Paris and its gourmet addresses
France, Paris
2008-09-29

By Emmanuel Tresmontant
On foot, by bicycle, bus or metro, shopping in Paris is something of a gourmet marathon! From the Trocadéro to the Buttes-Chaumont and from Saint-Germain-des-Prés to the Château de Vincennes, the good places to go – contrary to popular belief – are few and far between and the simplest things (having a good cup of coffee or a real croissant) prove ever more complicated… Follow the guide!

Where to find good coffee

In Paris, there is nothing harder than finding a good, real coffee, roasted just right for the bean to keep its fruitiness and natural acidity! There are indeed countless bars that serve a vile concoction and still charge €1.50... To remedy this, I recommend going to an artisanal coffee roaster where you will have the additional pleasure of breathing in the sublime fragrances of roasting into the bargain! In Rue Saint-Honoré, 100 yards or so from the Comédie Française, the Maison Verlet, which supplies some of the biggest restaurants in the city, has been an institution since 1880 and is one of the most attractive boutiques around. All the great arabicas are delicious here. I also recommend the marvellous coffee-flavoured ice creams that you can sample on the spot. The other coffee roaster not to be missed is the Maison Lapeyronie in the Quartier de l’Horloge (Clock Quarter) near the Centre Pompidou: its 25 varieties of coffee are also of exceptional quality and all roasted to perfection. Pleasant terrace set slightly back from the very busy Rue Rambuteau.
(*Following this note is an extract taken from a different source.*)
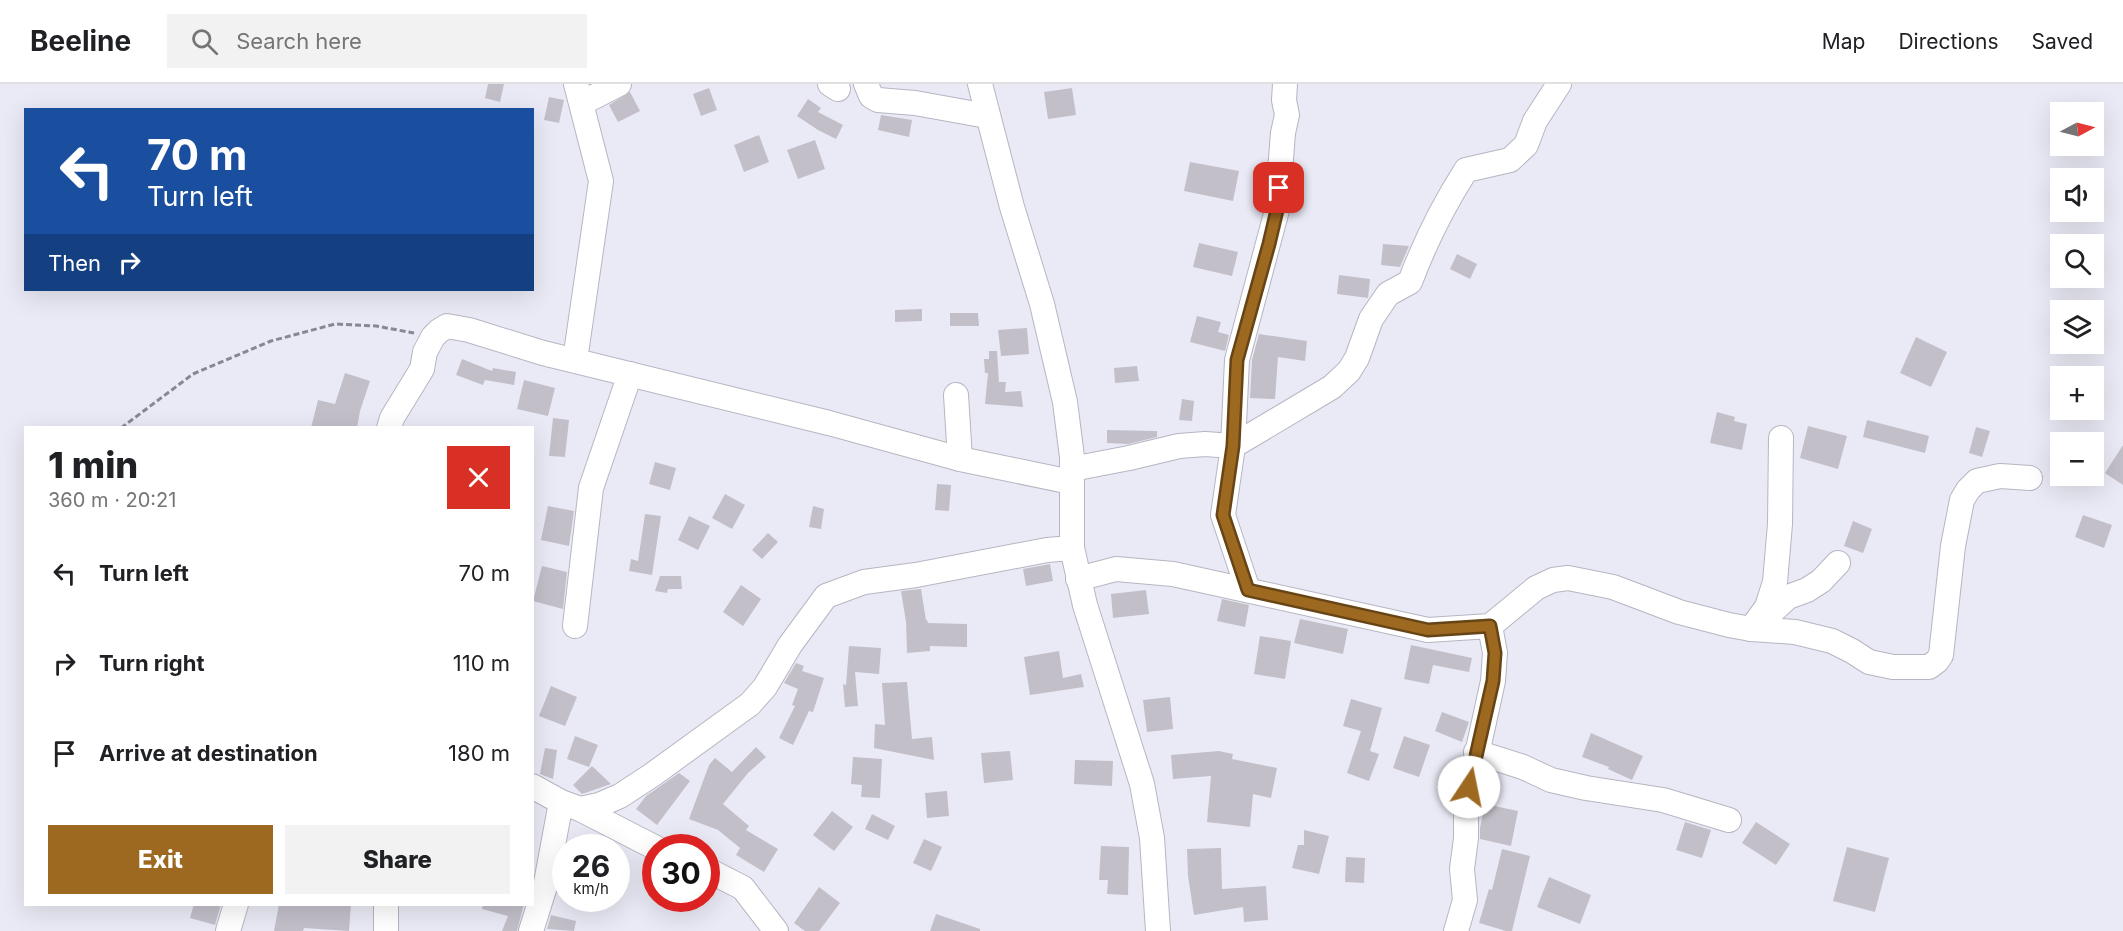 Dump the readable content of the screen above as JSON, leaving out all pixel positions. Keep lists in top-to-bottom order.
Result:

© E.Tresmontant / ViaMichelin

The croissant – an endangered species?

For those who travel and frequent hotels, there is nothing more dismaying than a so-called “French-style” breakfast… Miserable industrial jams served in their little aluminium tubs, defrosted croissants, concentrated orange juice, hospital yogurts… A ghastly thing that is usually billed at over 10 euros!
 
Delicious in its simplicity, the “coffee and croissant” beloved of Marcel Proust presupposes a croissant made that very morning with a minimum of fresh butter. Croissants I am prepared to go miles for are rare.
 
There are Christophe Vasseur’s – nicely flaky, plump and crisp made with Sel de Guérande sea salt, and Véronique Mauclerc’s, near the Buttes Chaumont: which is handy as they are also my two favourite bakers. So read on.  


© V.Mauclerc

The joy of good bread!

Paris has a definite advantage over the provinces: its bakers! Each arrondissement has at least one good baker. Between the Canal Saint-Martin and Place de la République, the baker Christophe Vasseur makes bread with organic flour.
 
His croissants, fresh apple turnovers (chaussons), orange blossom brioches and galettes des rois (Twelfth Night cakes) are the work of a great craftsman. Likewise, Véronique Mauclerc specialises in organic produce and long fermentation of leaven.
 
Her baguettes, rye bread and “Viennese” brioches are delicious. Her entire output is baked in the last wood-fired oven in the capital.
 
On Sunday mornings, you can have brunch in her bakehouse. A lovely stroll in prospect near the Buttes Chaumont!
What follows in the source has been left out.